Oleh: Suroto*
Majelis Permusyawaratan Rakyat (MPR) pada tanggal 8 Desember 2022 lalu mengundang penulis bersama Dr. Rizal Ramli dalam Forum Aspirasi Konstitusi (FAK) di Gedung Nusantara V. Kami diminta pandangan mengenai pelaksanaan ekonomi konstitusi, demokrasi ekonomi.
Dalam sesi tersebut, penulis sampaikan bahwa kita dalam masalah jebakan ekonomi serius oleh negara-negara global utara atau negara maju. Sehingga ekonomi kita sulit bergerak dan bahkan mengalami ketergantungan yang serius terhadap ekonomi mereka.
Dari segi kebijakan moneter, yang otoritasnya di tangan Bank Indonesia (BI) telah dibuat menjadi tak berdaya agar mudah dikendalikan oleh negara-negara maju atau global utara.
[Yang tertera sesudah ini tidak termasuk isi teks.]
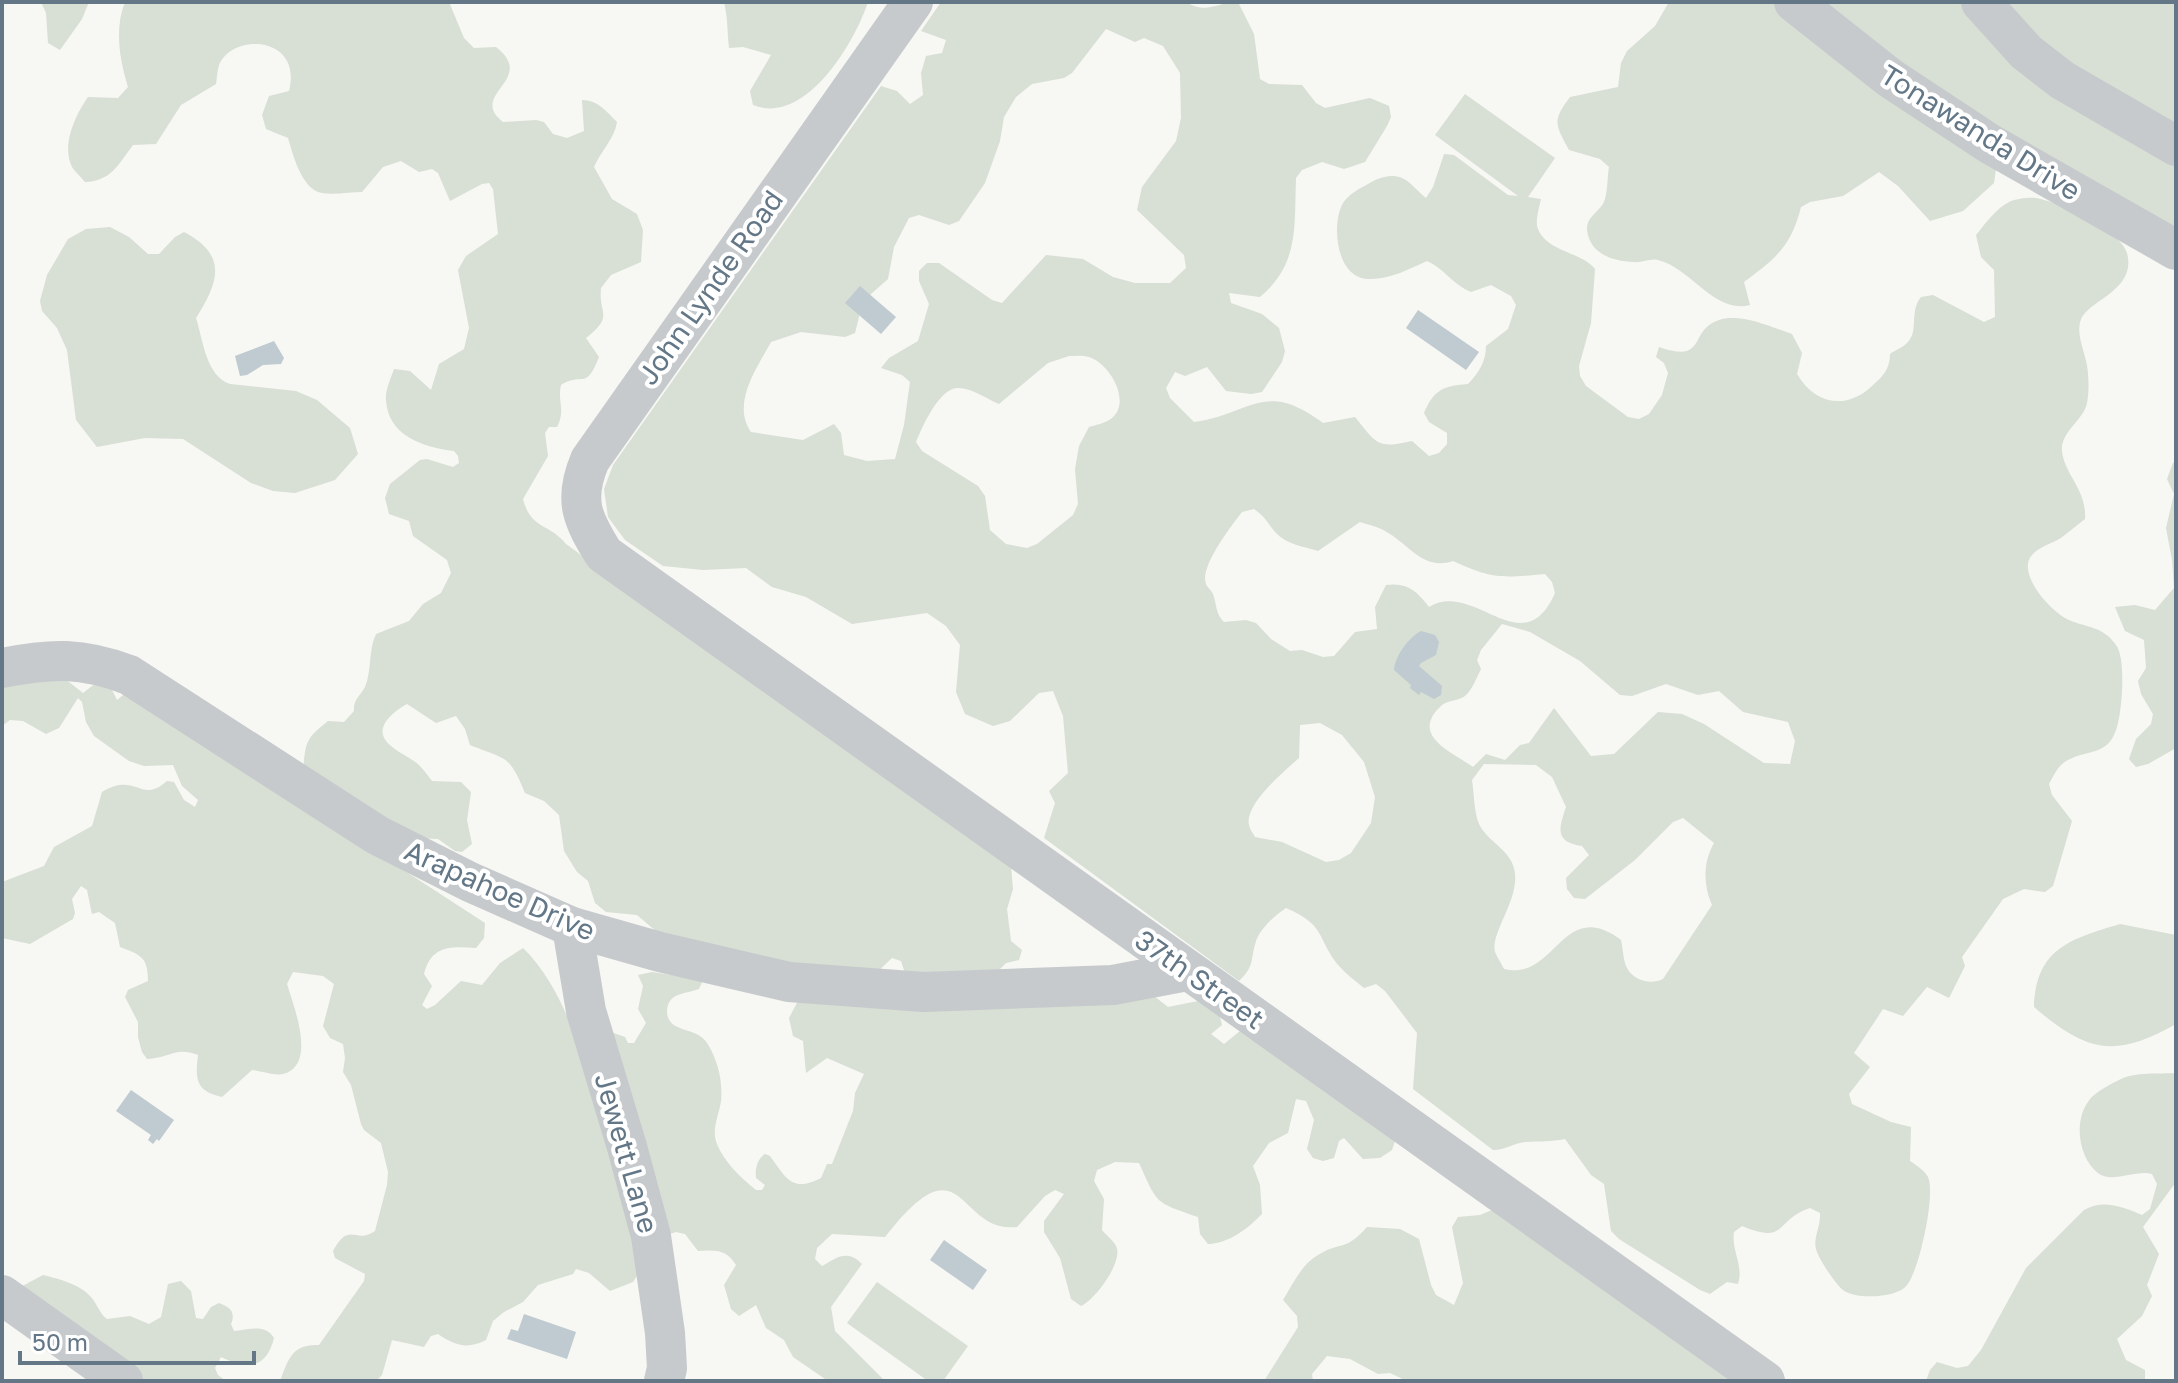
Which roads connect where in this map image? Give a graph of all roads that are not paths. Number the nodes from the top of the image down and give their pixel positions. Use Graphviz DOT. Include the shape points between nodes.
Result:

Ini terlihat dari tujuan dari BI yang ternyata menurut UU tentang Bank Indonesia tugas dan tanggung jawabnya hanya satu: menjaga stabilitas nilai rupiah. Operasi kudeta mereka telah masuk ke tingkat regulasi.
BI dibuat menjadi semacam entitas hukum yang terpisah dari negara kita dan tidak memiliki tanggung jawab kebangsaan lainya seperti tanggung jawab terhadap pengangguran sebagaimana yang menjadi peranan dari bank sentral Amerika Serikat, misalnya.
BI dibuat tak ubahnya semacam penjaga portal yang fungsinya jika The Fed menaikkan atau menurunkan suku bunga, maka BI akan segera mengikutinya. BI ini sudah kehilangan kekuatanya sama sekali.
BI untuk mengontrol devisa kita juga sudah tidak efektif. Neraca perdagangan kita selama satu dekade terakhir menunjukkan angka surplus, namun tidak berpengaruh positif terhadap peningkatan cadangan devisa kita. Data BI selama satu dekade malahan menunjukkan kurva penurunan terus menerus. Ini bukti bahwa kebijakan kontrol devisa kita sangat ultra liberal.
Tak hanya itu, kebijakan BI menjadi tak lagi punya wibawa di hadapan bankir. Keberpihakan pada masyarakat kecil tidak berjalan. Alokasi rasio kredit perbankkan hanya sebesar 3 persen untuk usaha skala mikro yang mengisi 99,6 persen atau 64 juta dari pelaku usaha kita (BI, 2021).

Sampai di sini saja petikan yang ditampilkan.